NTU’s concerns about public CBCR and 2023-ED100 are primarily motivated by the financial consequences for taxpayers, governments, and investors. Yet, in several comments to FASB, another theme was made clear – the questionable utility of all this information to investors. For one, quantity of information may not be as important as quality. The Florida Institute of CPAs wrote, “It is in our opinion that investors do not analyze 10Ks and other annual reports for tax analysis. Tax issues are assumed to be handled by  tax professionals and outside experts. Investors are more concerned with the operating results of  companies.”[37]

Louis Sanford wrote – with a more regretful but still realistic attitude that:

Sadly, my observations are that investors claim that they need more information and detail, yet history has shown that they either ignore the information, don’t understand the information, or are ‘unable to connect the dots’. Let us look at some examples. Take leases, especially operating leases. For years, they were noted on the notes to financials. Yet, these investors/analysts could not see that some entities had lease commitments over time that were greater than a business operating cash flows (think of America West Airlines). More recently, look at SVB. Right on the financials, were reflected in other comprehensive income, large unrealized losses. Yet, they did not see the issue.[38]

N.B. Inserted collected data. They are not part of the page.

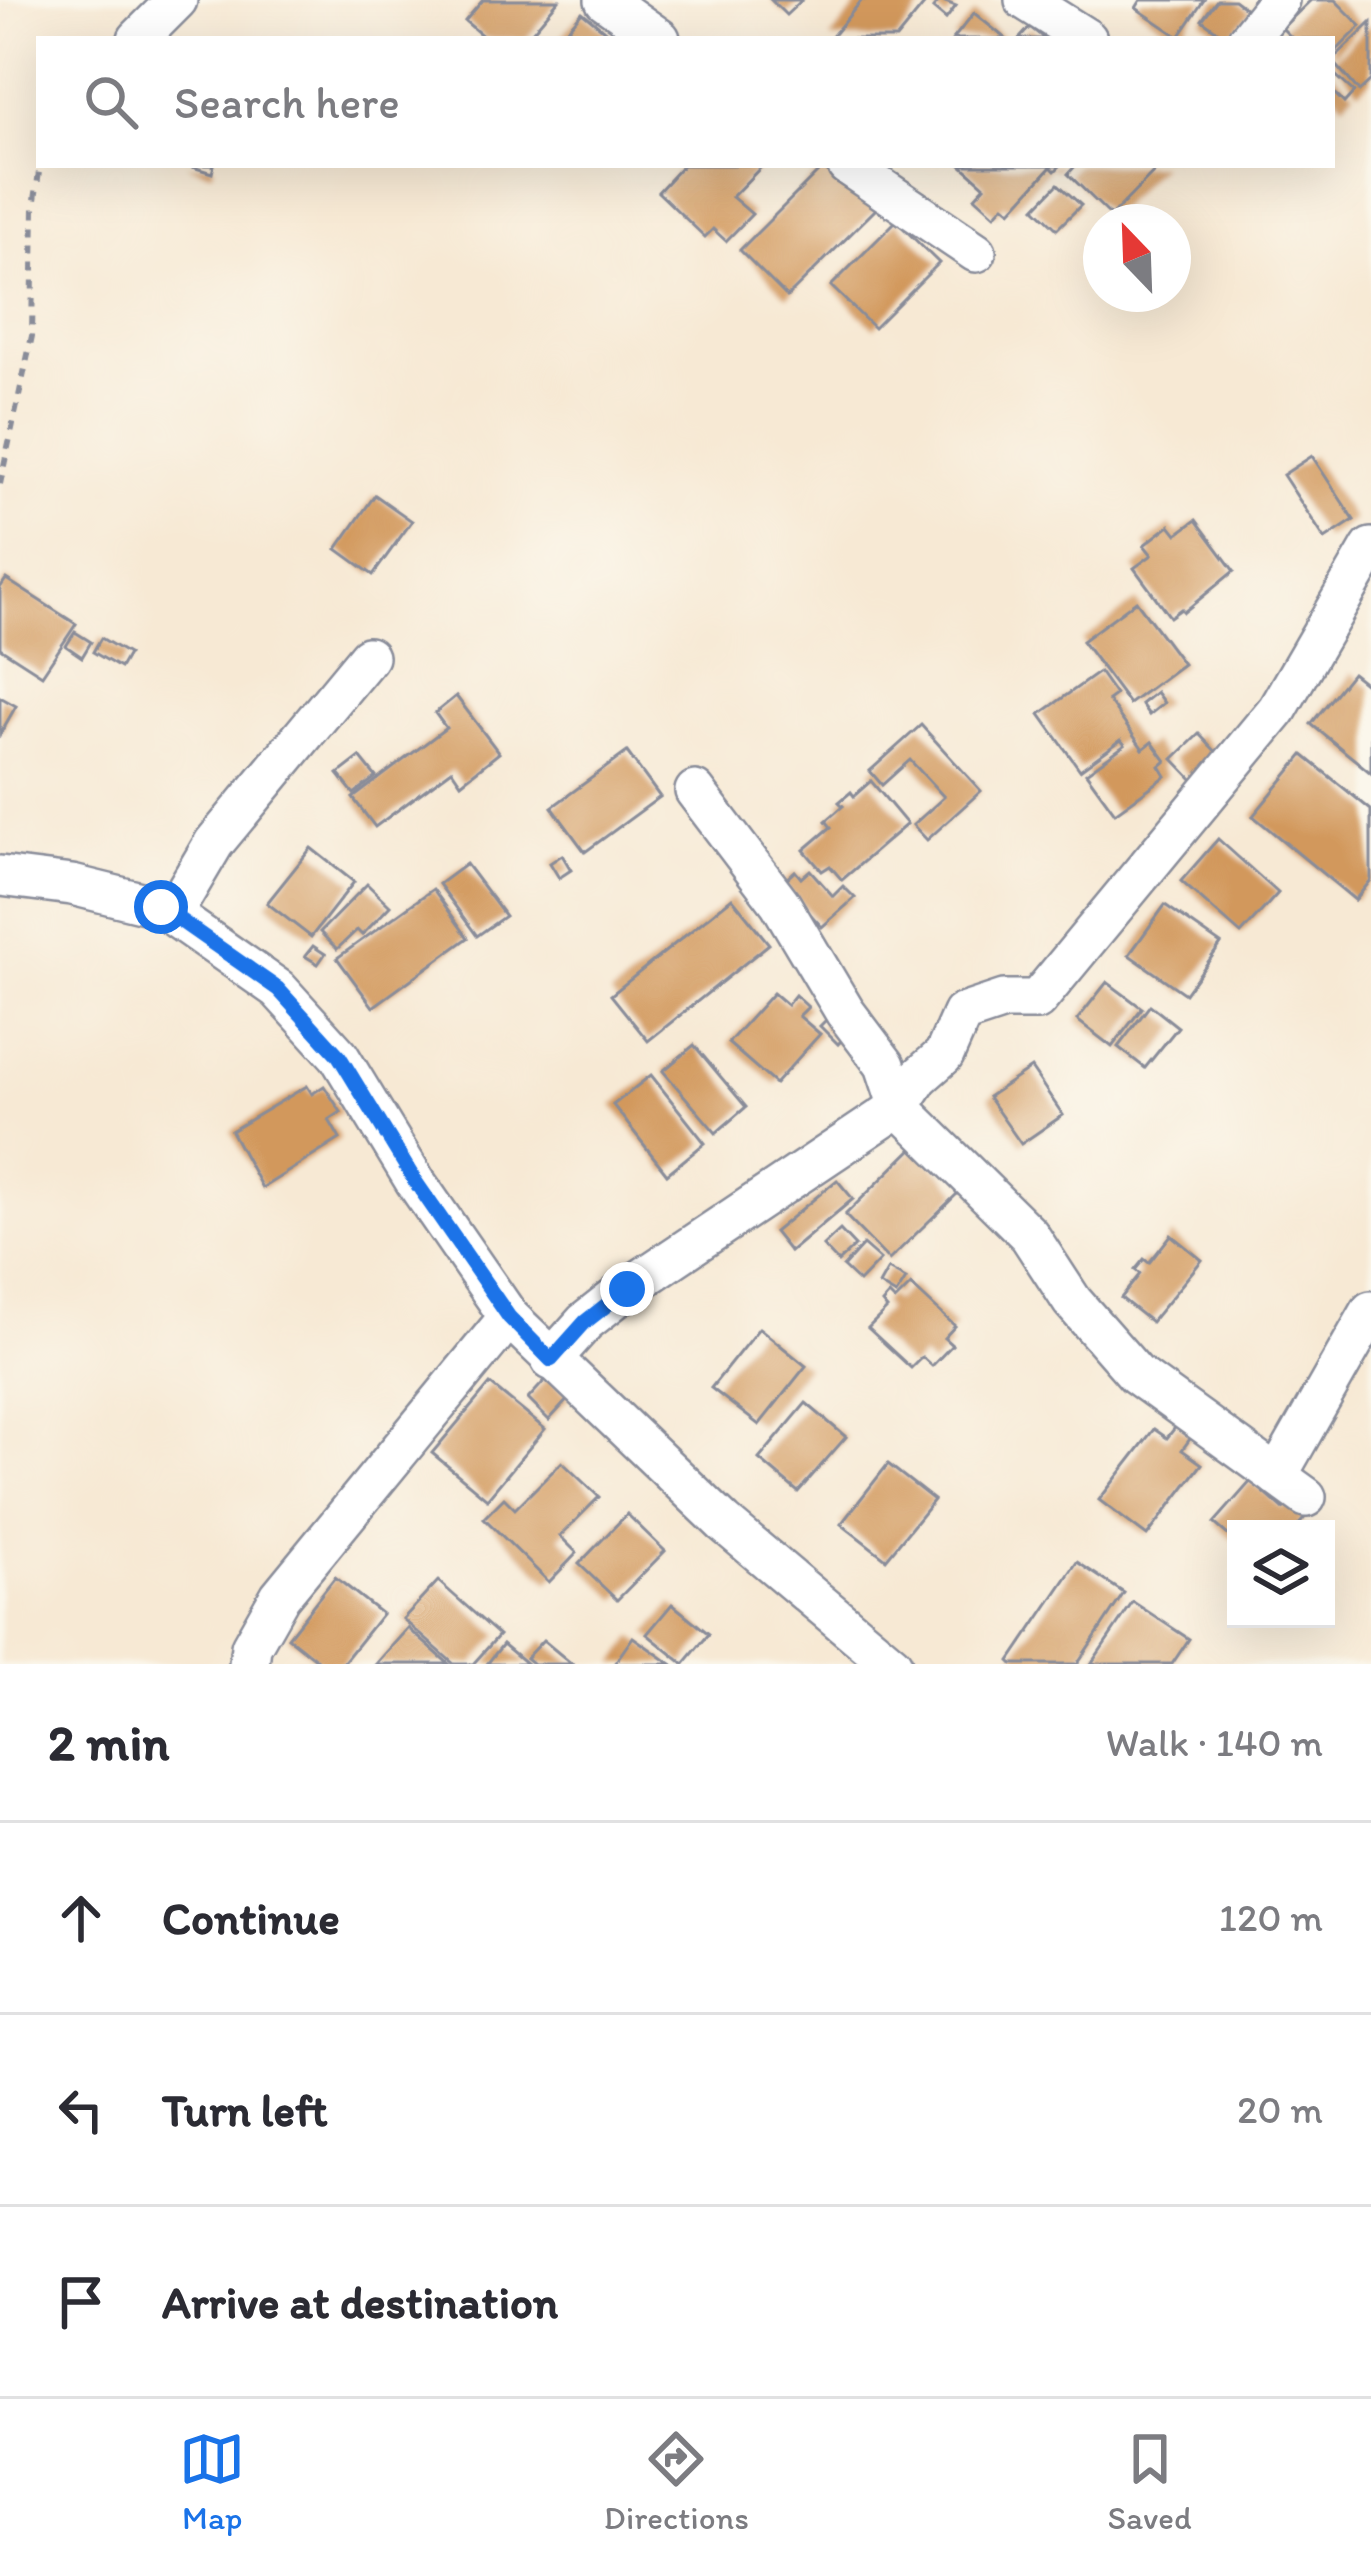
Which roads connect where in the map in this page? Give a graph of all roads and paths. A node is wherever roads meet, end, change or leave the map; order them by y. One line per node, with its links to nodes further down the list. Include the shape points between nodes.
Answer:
1 (177, 0): 5 (street)
2 (605, 0): 6 (street)
3 (1025, 0): 7 (street)
4 (1279, 0): 8 (street)
5 (142, 36)
6 (656, 36)
7 (1082, 36)
8 (1250, 36)
9 (40, 168): 12 (path, via 32,336)
10 (852, 168): 11 (street)
11 (976, 251)
12 (0, 484)
13 (1371, 548): 18 (street, via 1277,710 1036,1000 962,1014 944,1054)
14 (368, 656): 17 (street, via 214,843)
15 (695, 791): 18 (street, via 885,1064)
16 (0, 876): 17 (street, via 72,885)
17 (172, 914): 20 (street, via 278,989 339,1056)
18 (899, 1106): 19 (street, via 1029,1235 1072,1301 1136,1374 1291,1486); 21 (street, via 627,1289)
19 (1371, 1311)
20 (509, 1317): 21 (street); 22 (street, via 280,1596)
21 (551, 1360): 23 (street)
22 (249, 1664)
23 (892, 1664)

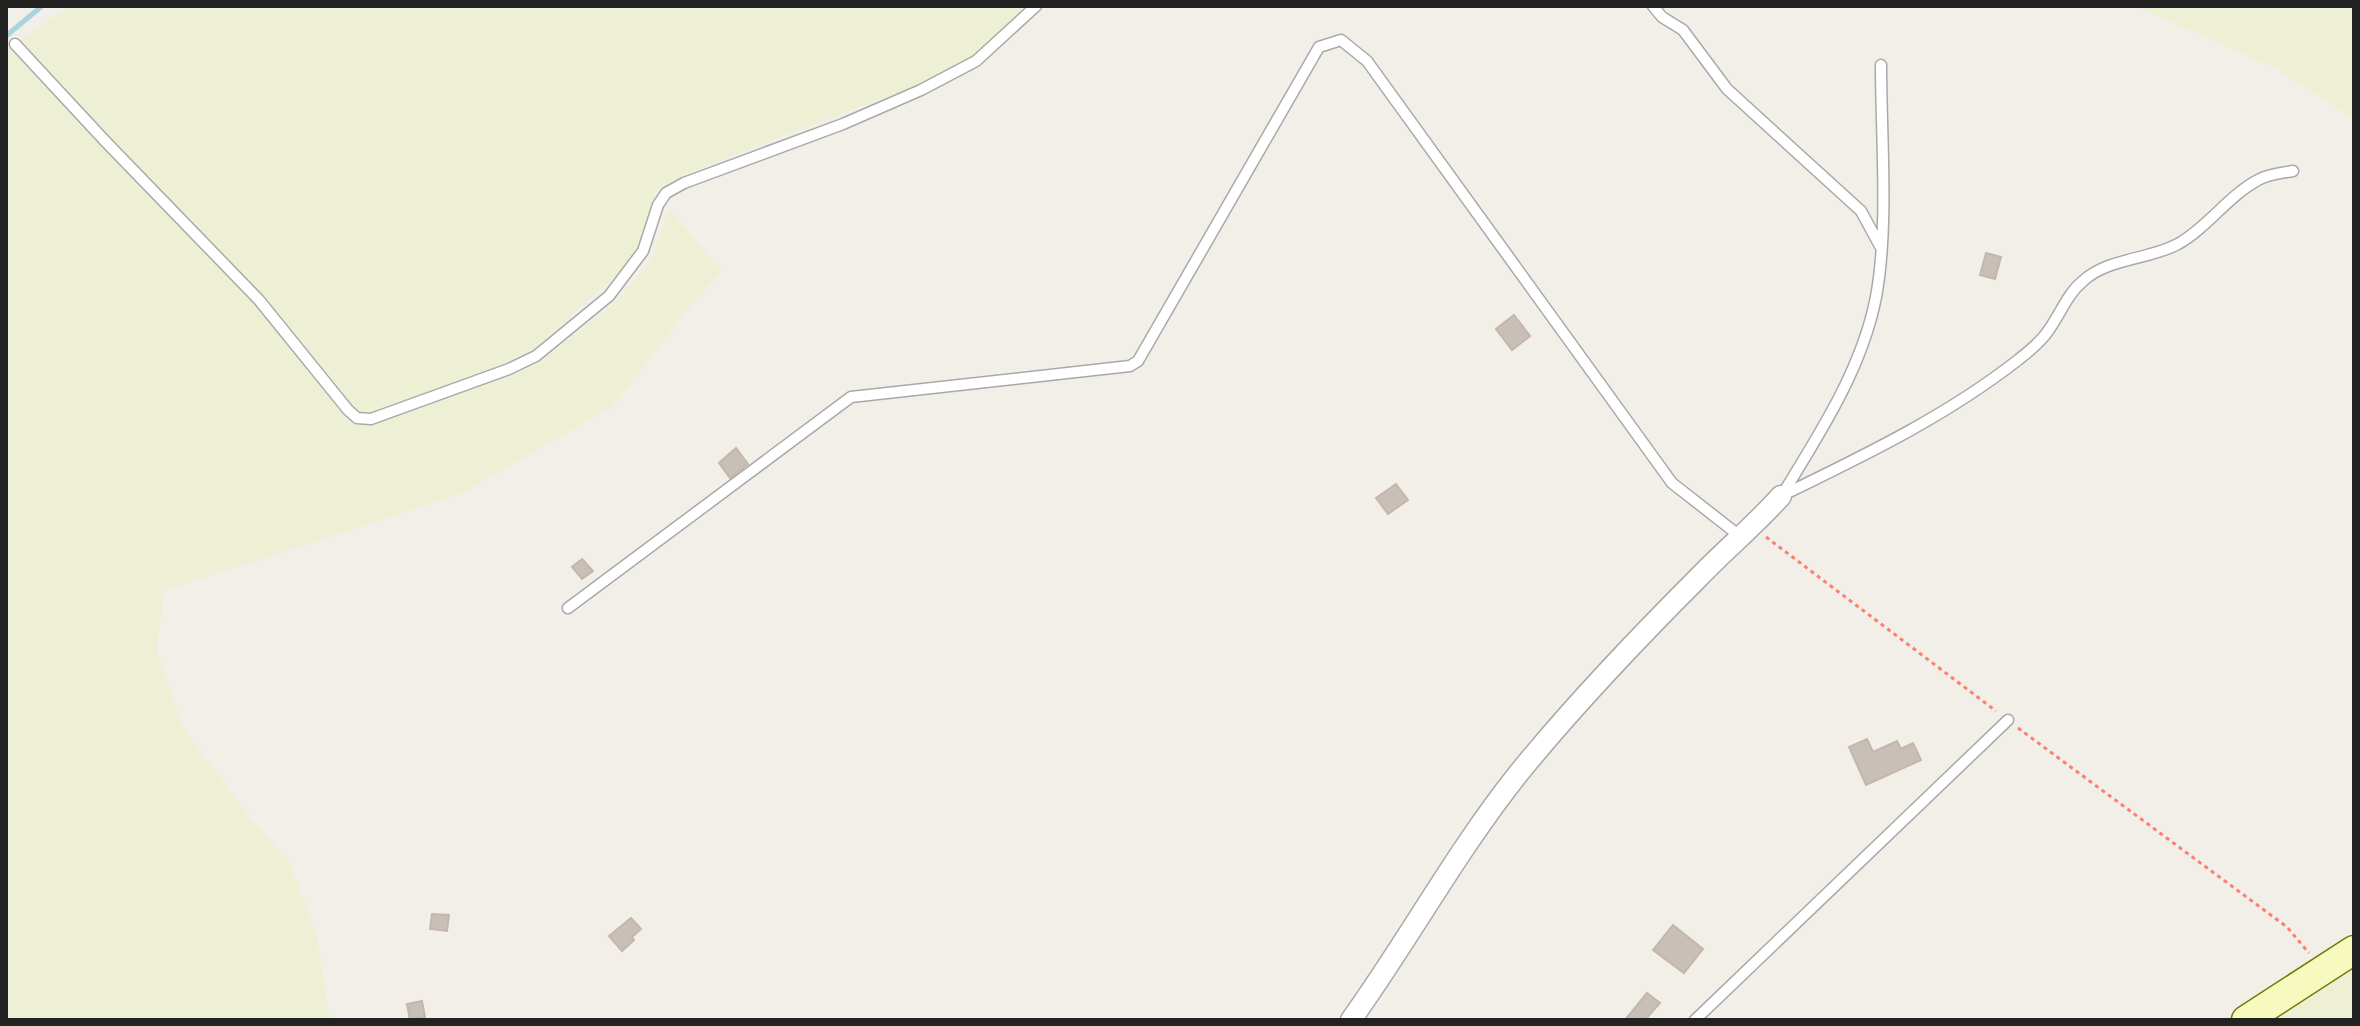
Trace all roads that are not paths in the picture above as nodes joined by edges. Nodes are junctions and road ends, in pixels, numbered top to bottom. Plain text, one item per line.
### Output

Ultimately, the publication of more tax data could even obscure some of these fundamental financial issues that savvy investors need to find on company balance sheets. Attempting to boil down what is arguably the most complex, unpredictable, and variable parts of those balance sheets – taxes – will require much more effort from many parts of the lawmaking, rulemaking, and standard-setting sectors than FASB alone can provide from 2023-ED100.

Recommendations – Time for a Different “Standard”

What will this “much more effort from … from many parts of the lawmaking, rulemaking, and standard-setting sectors” look like? The following are some starting points for the work that is needed ahead.

FASB Must Proceed More Cautiously. In NTU’s opinion, the third time for proposed U.S. accounting standards, through 2023-ED100, should not prove to be a charm. Too many questions still exist (and some would argue more have arisen) for 2023-ED100 to be implemented now. While conceptually, public CBCR should be far more critically explored at the lawmaking levels, at a minimum FASB must absorb and take heed of the warnings that have already been expressed in public comments at the time of this publication (and the other comments that will undoubtedly be published soon). Immediate problems to be address would be:

  • The retrospective nature of 2023-ED100. While some large public companies may not find a two-year retroactive reporting cycle too difficult, this should not be a universal assumption for all business sectors. With major tax compliance issues already facing American companies from the Inflation Reduction Act, and quite possibly Pillars One and Two, businesses need a pause on indeterminate new information collection burdens, especially those that require looking backward.
  • Simplification of the rules. While not universally expressed among commenters on 2023-ED100, many voiced concern over whether the 5 percent threshold for disaggregation of tax burdens was set too low, and how the calculation for the 5 percent threshold would be calculated in the first place. Other matters, such as the timing between financial statements and tax statements, deserve much greater scrutiny (and specific guidance) than has heretofore been provided. Whether one opposes or supports the concept of public CBCR, of all levels in the tax community, the standard-setters such as FASB can exercise the most important leadership in providing clearer, more consistent, and effective guidance.
  • Dispute resolution. No undertaking as ambitious as 2023-ED100, even if it were to be made simpler and clearer, will be free of controversies over specific facts and circumstances of taxpayers who will attempt to put it into practice. FASB, along with other private and public entities, have a variety of consultation, arbitration, mediation, and other dispute resolution models from which to provide assurance that taxpayers acting in good faith will receive a fair hearing on their concerns. FASB should provide stronger advance assurance, naming specific methods, of how affected parties are to seek dispute resolution over any matters regarding 2023-ED100.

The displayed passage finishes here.